Medusa4 is free for a private use.
I just signed up of OnShape, and I must admit, this thing is great for a free CAD program. A lot of the things it does, and the way it does them, and even some of the function naming is very much like Solidworks.
So for someone that is looking for a very functional 3D CAD, this is a great option. The only issue I see with the “FREE” version is that your document are not private, they’re in the open for anyone to use and modify.
The Professional version allows for private documents and a few other features, but for me the $125/month is a bit steep.
I completely understand that, however this is cheaper than actual Solidworks by an order of magnitude.
I suggest you give Fusion360 a shot, it is less fancy with the graphics and interface but works just as well. I personally think Onshape is on the right track but the “free is public” thing can definitely be an issue.
I’ve never heard of that one, thanks for pointing it out. It looks like the main selling point is that it can be made to work the way a company wants it to, I guess in order to integrate better with the company’s PLM.

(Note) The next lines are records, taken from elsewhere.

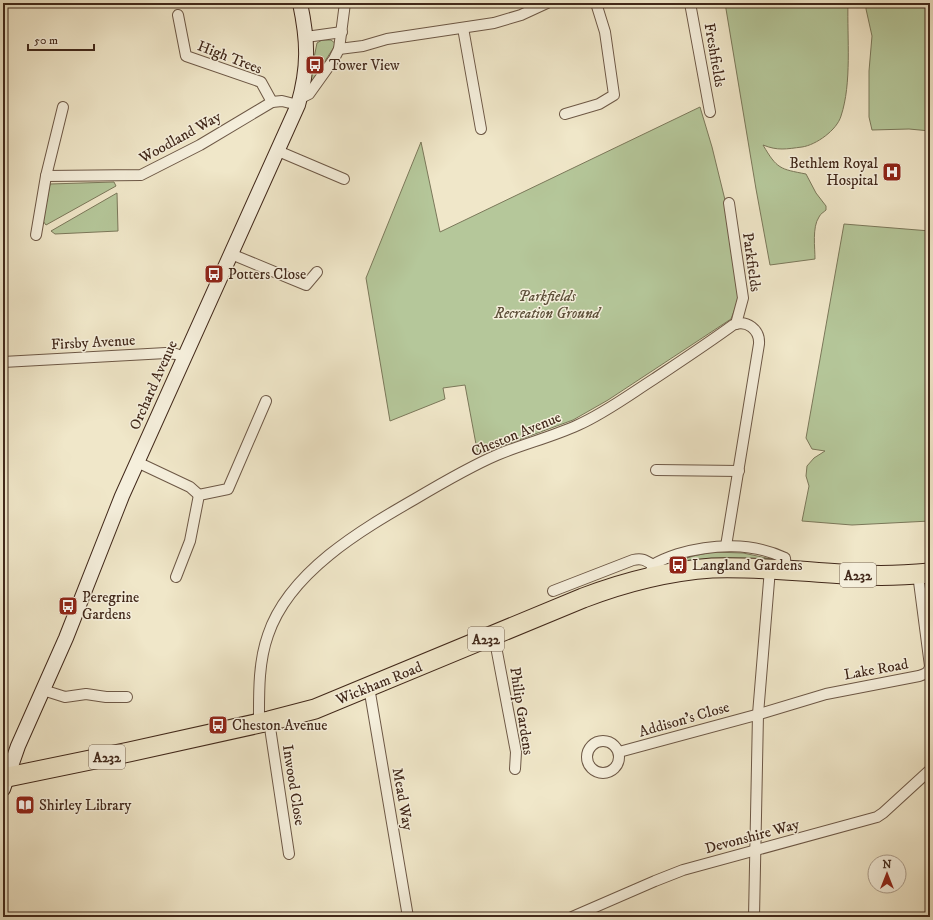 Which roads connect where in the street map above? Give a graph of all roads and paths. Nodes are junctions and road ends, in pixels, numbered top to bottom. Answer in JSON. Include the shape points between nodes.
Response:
{"nodes":[{"id":1,"x":300,"y":3,"type":"edge"},
{"id":2,"x":345,"y":3,"type":"edge"},
{"id":3,"x":547,"y":3,"type":"edge"},
{"id":4,"x":596,"y":3,"type":"edge"},
{"id":5,"x":690,"y":3,"type":"edge"},
{"id":6,"x":178,"y":15,"type":"dead end"},
{"id":7,"x":463,"y":28,"type":"junction"},
{"id":8,"x":342,"y":32,"type":"junction"},
{"id":9,"x":306,"y":36,"type":"junction"},
{"id":10,"x":339,"y":49,"type":"junction"},
{"id":11,"x":300,"y":100,"type":"junction"},
{"id":12,"x":272,"y":102,"type":"junction"},
{"id":13,"x":63,"y":107,"type":"dead end"},
{"id":14,"x":710,"y":112,"type":"dead end"},
{"id":15,"x":565,"y":114,"type":"dead end"},
{"id":16,"x":481,"y":129,"type":"dead end"},
{"id":17,"x":278,"y":151,"type":"junction"},
{"id":18,"x":46,"y":176,"type":"junction"},
{"id":19,"x":344,"y":179,"type":"dead end"},
{"id":20,"x":729,"y":203,"type":"dead end"},
{"id":21,"x":36,"y":236,"type":"dead end"},
{"id":22,"x":231,"y":254,"type":"junction"},
{"id":23,"x":317,"y":272,"type":"dead end"},
{"id":24,"x":736,"y":324,"type":"junction"},
{"id":25,"x":184,"y":357,"type":"junction"},
{"id":26,"x":3,"y":362,"type":"edge"},
{"id":27,"x":266,"y":401,"type":"dead end"},
{"id":28,"x":137,"y":462,"type":"junction"},
{"id":29,"x":656,"y":470,"type":"dead end"},
{"id":30,"x":739,"y":471,"type":"junction"},
{"id":31,"x":199,"y":495,"type":"junction"},
{"id":32,"x":726,"y":546,"type":"junction"},
{"id":33,"x":778,"y":570,"type":"junction"},
{"id":34,"x":652,"y":571,"type":"junction"},
{"id":35,"x":924,"y":574,"type":"edge"},
{"id":36,"x":176,"y":577,"type":"dead end"},
{"id":37,"x":553,"y":591,"type":"dead end"},
{"id":38,"x":494,"y":636,"type":"junction"},
{"id":39,"x":929,"y":661,"type":"edge"},
{"id":40,"x":369,"y":687,"type":"junction"},
{"id":41,"x":43,"y":690,"type":"junction"},
{"id":42,"x":127,"y":697,"type":"dead end"},
{"id":43,"x":758,"y":714,"type":"junction"},
{"id":44,"x":264,"y":722,"type":"junction"},
{"id":45,"x":18,"y":746,"type":"junction"},
{"id":46,"x":619,"y":752,"type":"dead end"},
{"id":47,"x":515,"y":768,"type":"dead end"},
{"id":48,"x":40,"y":770,"type":"junction"},
{"id":49,"x":930,"y":770,"type":"edge"},
{"id":50,"x":4,"y":781,"type":"edge"},
{"id":51,"x":755,"y":851,"type":"junction"},
{"id":52,"x":289,"y":854,"type":"dead end"},
{"id":53,"x":408,"y":917,"type":"edge"},
{"id":54,"x":572,"y":917,"type":"edge"},
{"id":55,"x":754,"y":917,"type":"edge"}],
"edges":[{"from":1,"to":9,"type":"street","name":"Orchard Avenue"},
{"from":2,"to":8,"type":"street"},
{"from":3,"to":7,"type":"street","via":[[508,19]]},
{"from":4,"to":15,"type":"street","via":[[606,32],[614,95],[599,104]]},
{"from":5,"to":14,"type":"street","name":"Freshfields"},
{"from":6,"to":12,"type":"street","name":"High Trees","via":[[186,56],[261,82]]},
{"from":7,"to":10,"type":"street"},
{"from":7,"to":16,"type":"street"},
{"from":8,"to":9,"type":"street"},
{"from":8,"to":10,"type":"street"},
{"from":9,"to":11,"type":"street","name":"Orchard Avenue","via":[[307,65]]},
{"from":10,"to":11,"type":"street","via":[[309,94]]},
{"from":11,"to":12,"type":"street"},
{"from":11,"to":17,"type":"street","name":"Orchard Avenue"},
{"from":12,"to":18,"type":"street","name":"Woodland Way","via":[[200,145],[141,175]]},
{"from":13,"to":18,"type":"street"},
{"from":17,"to":19,"type":"street"},
{"from":17,"to":22,"type":"street","name":"Orchard Avenue"},
{"from":18,"to":21,"type":"street"},
{"from":20,"to":24,"type":"street","name":"Parkfields","via":[[743,298]]},
{"from":22,"to":23,"type":"street","via":[[306,285]]},
{"from":22,"to":25,"type":"street","name":"Orchard Avenue"},
{"from":24,"to":30,"type":"street","via":[[752,327],[760,341]]},
{"from":24,"to":44,"type":"street","name":"Cheston Avenue","via":[[602,412],[577,426],[478,464],[379,519],[331,553],[293,591],[274,620],[268,635],[261,666]]},
{"from":25,"to":26,"type":"street","name":"Firsby Avenue","via":[[166,353]]},
{"from":25,"to":28,"type":"street","name":"Orchard Avenue"},
{"from":27,"to":31,"type":"street","via":[[228,489]]},
{"from":28,"to":31,"type":"street","via":[[190,487]]},
{"from":28,"to":41,"type":"street","name":"Orchard Avenue"},
{"from":29,"to":30,"type":"street"},
{"from":30,"to":32,"type":"street"},
{"from":31,"to":36,"type":"street","via":[[190,541]]},
{"from":32,"to":33,"type":"street","name":"Wickham Road","via":[[773,552],[785,558]]},
{"from":32,"to":34,"type":"street","name":"Wickham Road","via":[[703,548],[670,556]]},
{"from":33,"to":34,"type":"highway","name":"Wickham Road","number":"A232","via":[[712,568]]},
{"from":33,"to":35,"type":"highway","name":"Wickham Road","number":"A232","via":[[864,575]]},
{"from":33,"to":43,"type":"street"},
{"from":34,"to":37,"type":"street","name":"Wickham Road","via":[[645,560],[633,560]]},
{"from":34,"to":38,"type":"highway","name":"Wickham Road","number":"A232"},
{"from":35,"to":39,"type":"street","name":"Lake Road"},
{"from":38,"to":40,"type":"highway","name":"Wickham Road","number":"A232"},
{"from":38,"to":47,"type":"street","name":"Philip Gardens","via":[[516,752]]},
{"from":39,"to":43,"type":"street","name":"Lake Road","via":[[928,672],[919,676],[826,694]]},
{"from":40,"to":44,"type":"highway","name":"Wickham Road","number":"A232","via":[[315,709]]},
{"from":40,"to":53,"type":"street","name":"Mead Way"},
{"from":41,"to":42,"type":"street","via":[[65,697],[86,694]]},
{"from":41,"to":45,"type":"street","name":"Orchard Avenue"},
{"from":43,"to":46,"type":"street","name":"Addison's Close"},
{"from":43,"to":51,"type":"street"},
{"from":44,"to":48,"type":"highway","name":"Wickham Road","number":"A232"},
{"from":44,"to":52,"type":"street","name":"Inwood Close"},
{"from":45,"to":48,"type":"street","via":[[25,761]]},
{"from":45,"to":50,"type":"street","name":"Orchard Avenue"},
{"from":48,"to":50,"type":"highway","name":"Wickham Road","number":"A232"},
{"from":49,"to":51,"type":"street","name":"Devonshire Way","via":[[877,817]]},
{"from":51,"to":54,"type":"street","name":"Devonshire Way","via":[[669,875]]},
{"from":51,"to":55,"type":"street"}]}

This kind of specialty software often comes with trade-offs that are hard to accept, especially if you don’t have much use out of the things they specialize in, What’s yout take on MEDUSA4 in that regard ?

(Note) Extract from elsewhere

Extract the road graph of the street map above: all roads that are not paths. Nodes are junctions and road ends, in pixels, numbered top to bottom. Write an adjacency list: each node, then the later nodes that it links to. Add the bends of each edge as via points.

Sorry, I,ve never used Medusa4, I only know it’s free for a private used.
I think that it’s based on 2D drawings to create 3D.
I don’t need it, I work with CREO.
You can also use Blender to do that type of thing too
I don’t think any software that uses the cloud is suitable for any type of prototyping especially if you intend to do any patentable work as it is not secure. As far as subscription based software I tend to avoid that because many times you simply don’t need to keep upgrading and should not be forced to upgrade constantly.
You could check out Ashlars Xenon that is fairly competitive, well supported and fully parametric. Try the demo to see if it will work well on your system.
Like I said I do like FormZ pro even though it isn’t fully parametric it has a good history system with the ghost operands and is a hybrid modeler that allows me to integrate with poly objects such as sculptured models from 3dCoat. For my type of work it covers all bases and has outstanding stl export.
Depending on the type of modeling your doing you may not need a complex program and something like Rhino or one my favorites MOI3d may do the trick.MOI3d is very inexpensive and I have never had it crash on me ever!
Fusion 360 is so nice because its a top notch product from the leaders in the industry, and so many youtube videos on using it.
Double check the licensing on that. I would never use cloud based software for prototyping not only for security reasons but what if you change software or the terms change and they decide it is no longer free and you now have to pay to access your files? Horrible idea. Honestly you can get a fully parametric modeler like Xenon for $900 that never expires.
Also keep in mind that the need for parametric modeling isn’t always necessary and direct modelers and hybrid modelers will do just fine at a fraction of the price. Parametric modelers are handy when your altering multiple pockets, changing multiple shapes at the same time. Programs like FormZ have similar functions with components allowing object instancing.
Cloud-based CAD is certainly no less secure than storing your files locally or on a consumer NAS, which is what all people looking for a cheap CAD solution will do since they won’t have access to a secure, entreprise-grade server. I am receiving non-encripted files on CD-ROM by post while the company which sends that stuff forbids us to work will cloud-based CAD… this is just ignorance not security.
Plus all of these cloud-based CAD solution allow to export in some standard format (STP, IGS, STL and so on) which is how you guarantee that even if the servers or the company go down or is the business model changes then you still own your files.
I’m not saying there are other/better local solutions but a cloud-based solution is definitely a great alternative for a lot of people, and they have a lot of advantages that local software don’t have.